* _WHAT YOU ARE ASKED TO DO_: In your copy, reproduce each entry exactly and leave out the pictures.

____________

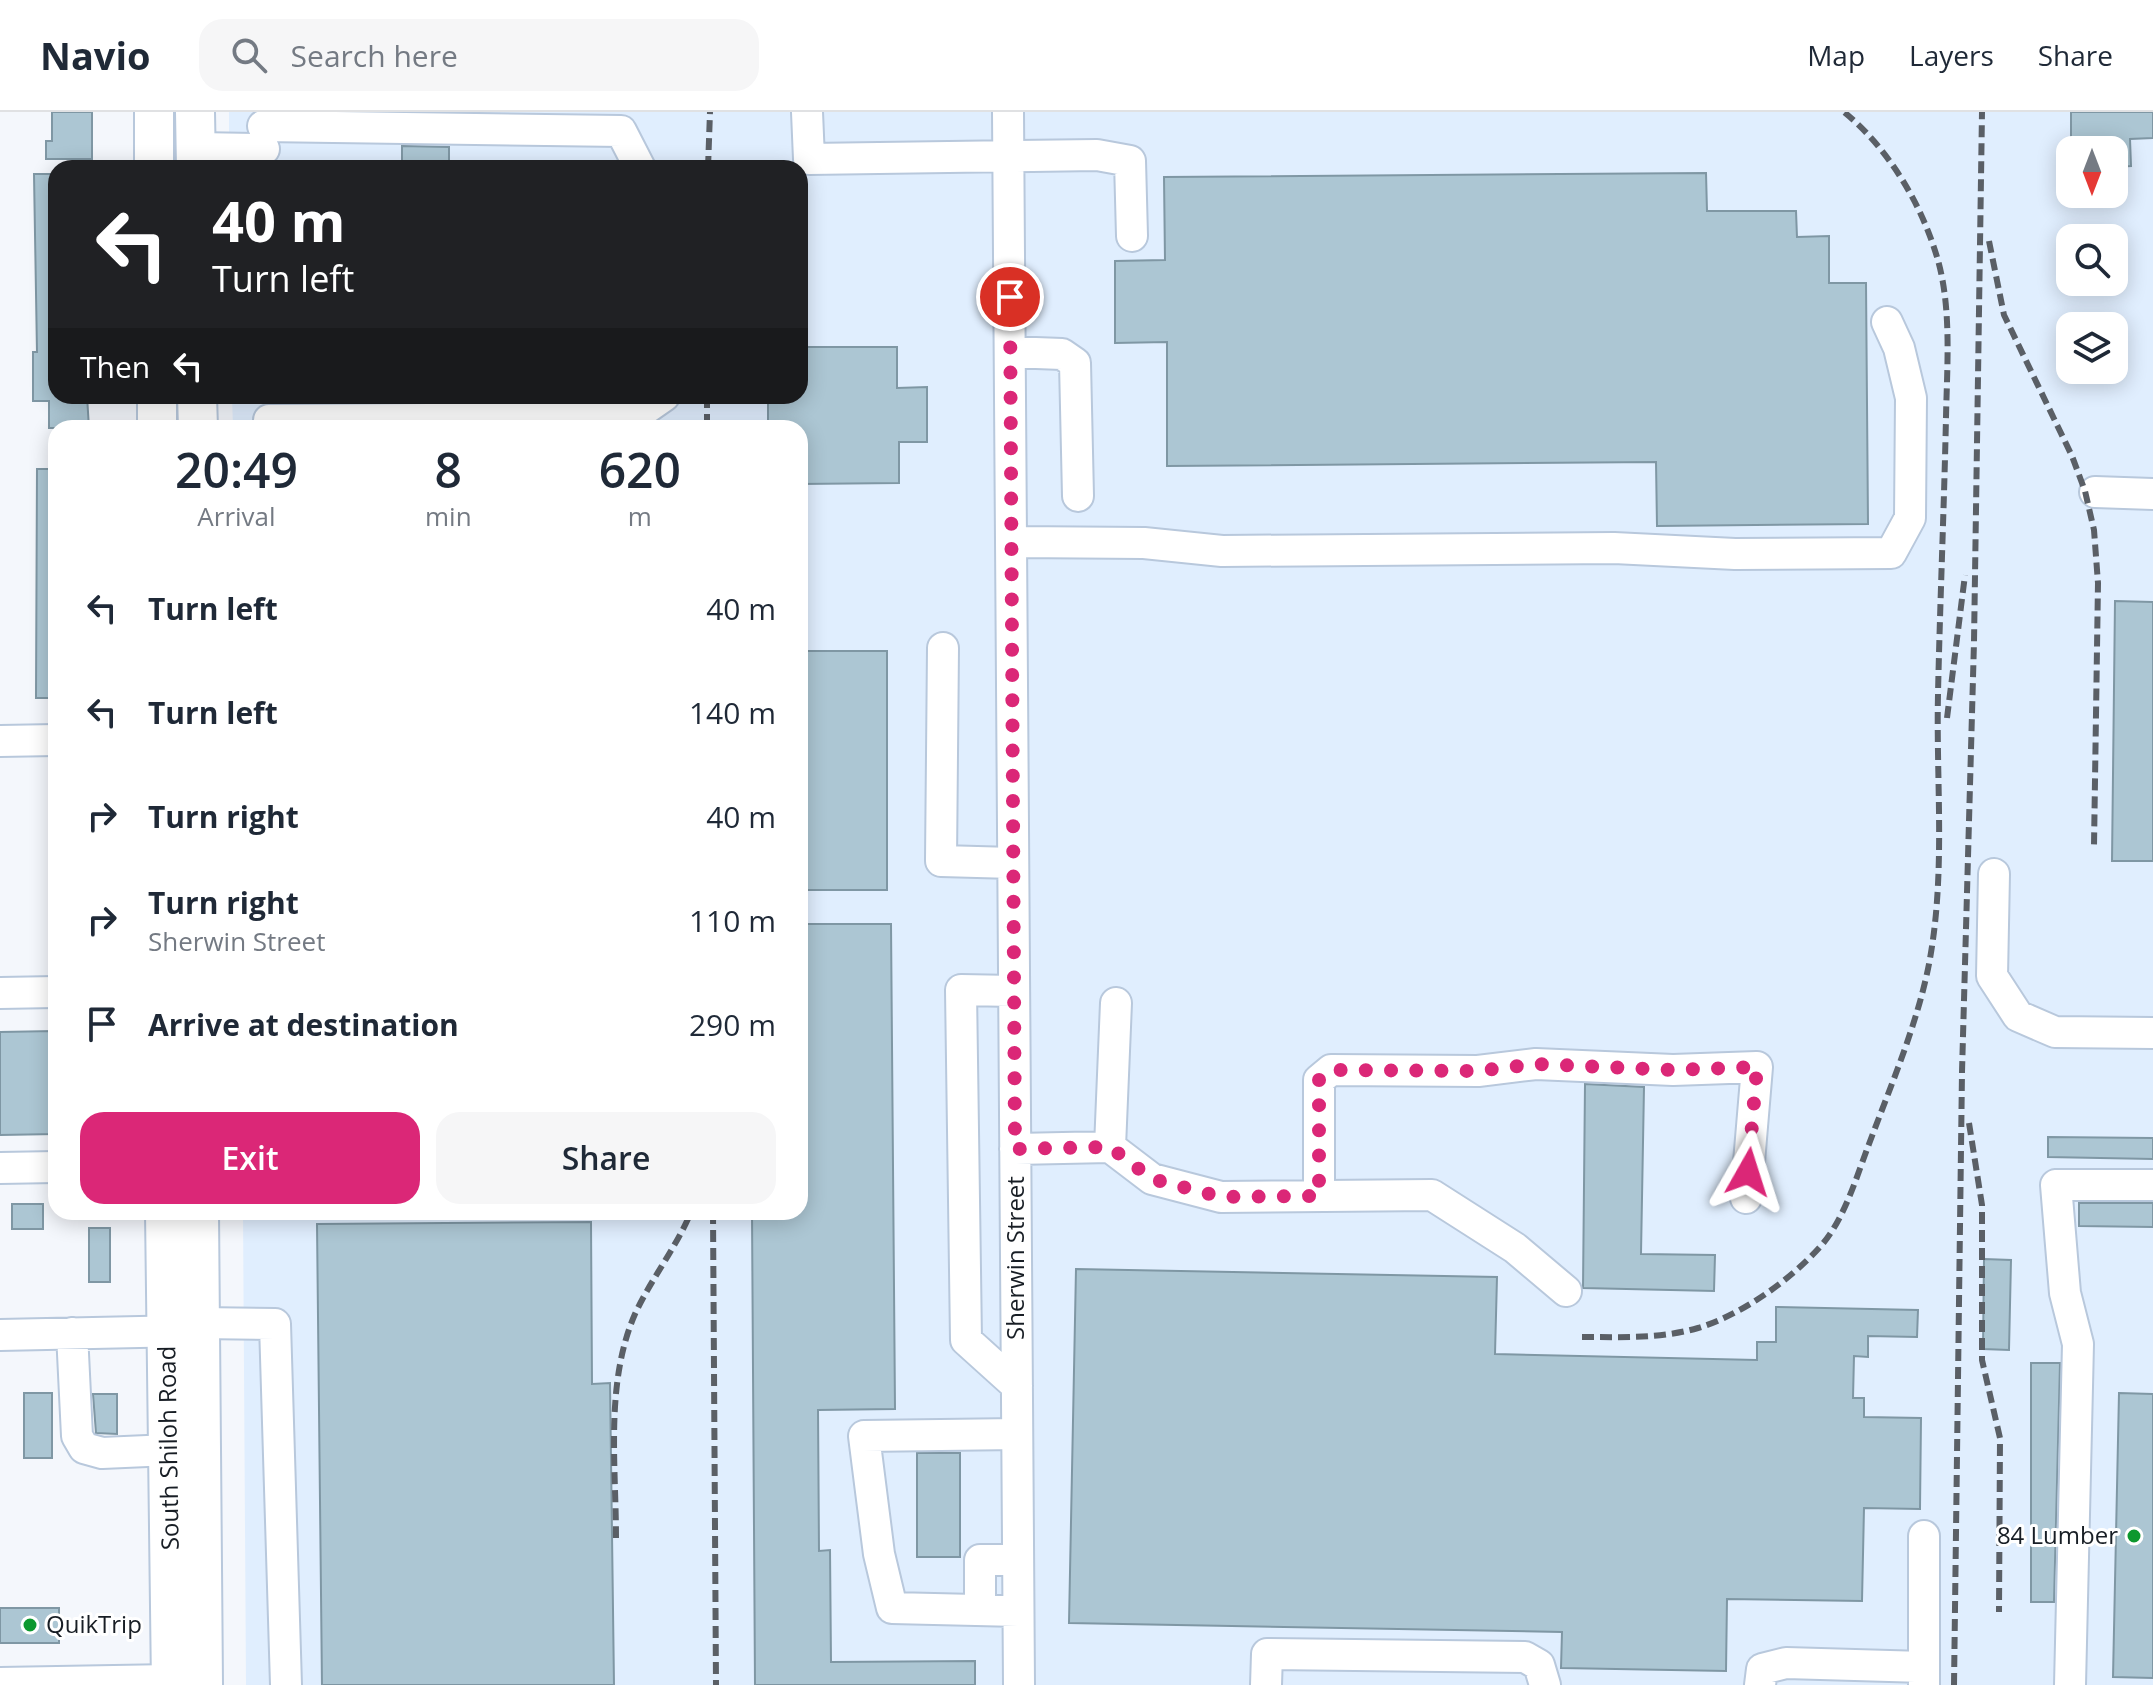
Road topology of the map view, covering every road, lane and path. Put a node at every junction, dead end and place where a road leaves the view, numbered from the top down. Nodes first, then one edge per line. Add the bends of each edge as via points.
1 (154, 112) edge
2 (807, 112) edge
3 (1008, 112) edge
4 (263, 139) edge
5 (196, 143) edge
6 (1009, 157) junction
7 (154, 160) edge
8 (636, 160) edge
9 (1132, 236) dead end
10 (1887, 322) dead end
11 (1010, 352) junction
12 (652, 404) edge
13 (268, 415) edge
14 (2095, 492) dead end
15 (2153, 494) edge
16 (1078, 496) dead end
17 (1011, 542) junction
18 (943, 648) dead end
19 (48, 740) edge
20 (0, 741) edge
21 (1013, 863) junction
22 (1994, 874) dead end
23 (1014, 991) junction
24 (48, 992) edge
25 (0, 993) edge
26 (1116, 1003) dead end
27 (2153, 1033) edge
28 (1110, 1147) junction
29 (1015, 1149) junction
30 (48, 1167) edge
31 (0, 1168) edge
32 (2153, 1185) edge
33 (1319, 1196) junction
34 (1746, 1198) dead end
35 (167, 1220) edge
36 (198, 1220) edge
37 (1566, 1291) dead end
38 (188, 1328) junction
39 (72, 1333) junction
40 (0, 1335) edge
41 (1017, 1386) junction
42 (1017, 1434) junction
43 (170, 1450) junction
44 (1924, 1536) dead end
45 (1018, 1560) junction
46 (980, 1610) junction
47 (1018, 1611) junction
48 (1913, 1676) edge
49 (0, 1683) edge
50 (182, 1683) edge
51 (82, 1684) edge
52 (286, 1685) edge
53 (1019, 1685) edge
54 (1266, 1685) edge
55 (1545, 1685) edge
56 (1760, 1685) edge
57 (2070, 1685) edge

1 - 7 main road
2 - 6 street via 809,159
3 - 6 street, Sherwin Street
4 - 5 street
4 - 8 street via 621,131
6 - 9 street via 1097,155 1130,161
6 - 11 street, Sherwin Street
10 - 17 street via 1911,398 1910,518 1891,553 1614,548 1222,551 1144,543
11 - 16 street via 1062,354 1075,363
11 - 17 street, Sherwin Street
12 - 13 street via 619,418
14 - 15 street
17 - 21 street, Sherwin Street
18 - 21 street via 941,861
19 - 20 street
21 - 23 street, Sherwin Street
22 - 27 street via 1992,976 2018,1016 2055,1032
23 - 29 street, Sherwin Street
23 - 41 street via 961,990 966,1340
24 - 25 street
26 - 28 street
28 - 29 street
28 - 33 street via 1152,1179 1221,1197
29 - 41 street, Sherwin Street
30 - 31 street
32 - 57 street via 2056,1185 2065,1293 2078,1344
33 - 34 street via 1319,1080 1331,1070 1478,1071 1536,1064 1673,1070 1757,1067
33 - 37 street via 1432,1195 1515,1248
35 - 38 main road, South Shiloh Road
36 - 38 main road, South Shiloh Road
38 - 39 street
38 - 43 main road, South Shiloh Road
38 - 50 main road, South Shiloh Road
38 - 52 street via 275,1324
39 - 40 street
39 - 43 street via 77,1436 84,1448 102,1453
41 - 42 street, Sherwin Street
42 - 45 street, Sherwin Street
42 - 46 street via 864,1436 879,1554 892,1608
43 - 50 main road, South Shiloh Road
44 - 48 street
45 - 46 street via 980,1560
45 - 47 street, Sherwin Street
46 - 47 street
47 - 53 street, Sherwin Street
48 - 56 street via 1786,1663 1762,1669
49 - 51 street
50 - 51 street
54 - 55 street via 1267,1654 1525,1657 1539,1665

____________

* _REPLY_:
Road topology of the map view, covering every road, lane and path. Put a node at every junction, dead end and place where a road leaves the view, numbered from the top down. Nodes first, then one edge per line. Add the bends of each edge as via points.
1 (154, 112) edge
2 (807, 112) edge
3 (1008, 112) edge
4 (263, 139) edge
5 (196, 143) edge
6 (1009, 157) junction
7 (154, 160) edge
8 (636, 160) edge
9 (1132, 236) dead end
10 (1887, 322) dead end
11 (1010, 352) junction
12 (652, 404) edge
13 (268, 415) edge
14 (2095, 492) dead end
15 (2153, 494) edge
16 (1078, 496) dead end
17 (1011, 542) junction
18 (943, 648) dead end
19 (48, 740) edge
20 (0, 741) edge
21 (1013, 863) junction
22 (1994, 874) dead end
23 (1014, 991) junction
24 (48, 992) edge
25 (0, 993) edge
26 (1116, 1003) dead end
27 (2153, 1033) edge
28 (1110, 1147) junction
29 (1015, 1149) junction
30 (48, 1167) edge
31 (0, 1168) edge
32 (2153, 1185) edge
33 (1319, 1196) junction
34 (1746, 1198) dead end
35 (167, 1220) edge
36 (198, 1220) edge
37 (1566, 1291) dead end
38 (188, 1328) junction
39 (72, 1333) junction
40 (0, 1335) edge
41 (1017, 1386) junction
42 (1017, 1434) junction
43 (170, 1450) junction
44 (1924, 1536) dead end
45 (1018, 1560) junction
46 (980, 1610) junction
47 (1018, 1611) junction
48 (1913, 1676) edge
49 (0, 1683) edge
50 (182, 1683) edge
51 (82, 1684) edge
52 (286, 1685) edge
53 (1019, 1685) edge
54 (1266, 1685) edge
55 (1545, 1685) edge
56 (1760, 1685) edge
57 (2070, 1685) edge

1 - 7 main road
2 - 6 street via 809,159
3 - 6 street, Sherwin Street
4 - 5 street
4 - 8 street via 621,131
6 - 9 street via 1097,155 1130,161
6 - 11 street, Sherwin Street
10 - 17 street via 1911,398 1910,518 1891,553 1614,548 1222,551 1144,543
11 - 16 street via 1062,354 1075,363
11 - 17 street, Sherwin Street
12 - 13 street via 619,418
14 - 15 street
17 - 21 street, Sherwin Street
18 - 21 street via 941,861
19 - 20 street
21 - 23 street, Sherwin Street
22 - 27 street via 1992,976 2018,1016 2055,1032
23 - 29 street, Sherwin Street
23 - 41 street via 961,990 966,1340
24 - 25 street
26 - 28 street
28 - 29 street
28 - 33 street via 1152,1179 1221,1197
29 - 41 street, Sherwin Street
30 - 31 street
32 - 57 street via 2056,1185 2065,1293 2078,1344
33 - 34 street via 1319,1080 1331,1070 1478,1071 1536,1064 1673,1070 1757,1067
33 - 37 street via 1432,1195 1515,1248
35 - 38 main road, South Shiloh Road
36 - 38 main road, South Shiloh Road
38 - 39 street
38 - 43 main road, South Shiloh Road
38 - 50 main road, South Shiloh Road
38 - 52 street via 275,1324
39 - 40 street
39 - 43 street via 77,1436 84,1448 102,1453
41 - 42 street, Sherwin Street
42 - 45 street, Sherwin Street
42 - 46 street via 864,1436 879,1554 892,1608
43 - 50 main road, South Shiloh Road
44 - 48 street
45 - 46 street via 980,1560
45 - 47 street, Sherwin Street
46 - 47 street
47 - 53 street, Sherwin Street
48 - 56 street via 1786,1663 1762,1669
49 - 51 street
50 - 51 street
54 - 55 street via 1267,1654 1525,1657 1539,1665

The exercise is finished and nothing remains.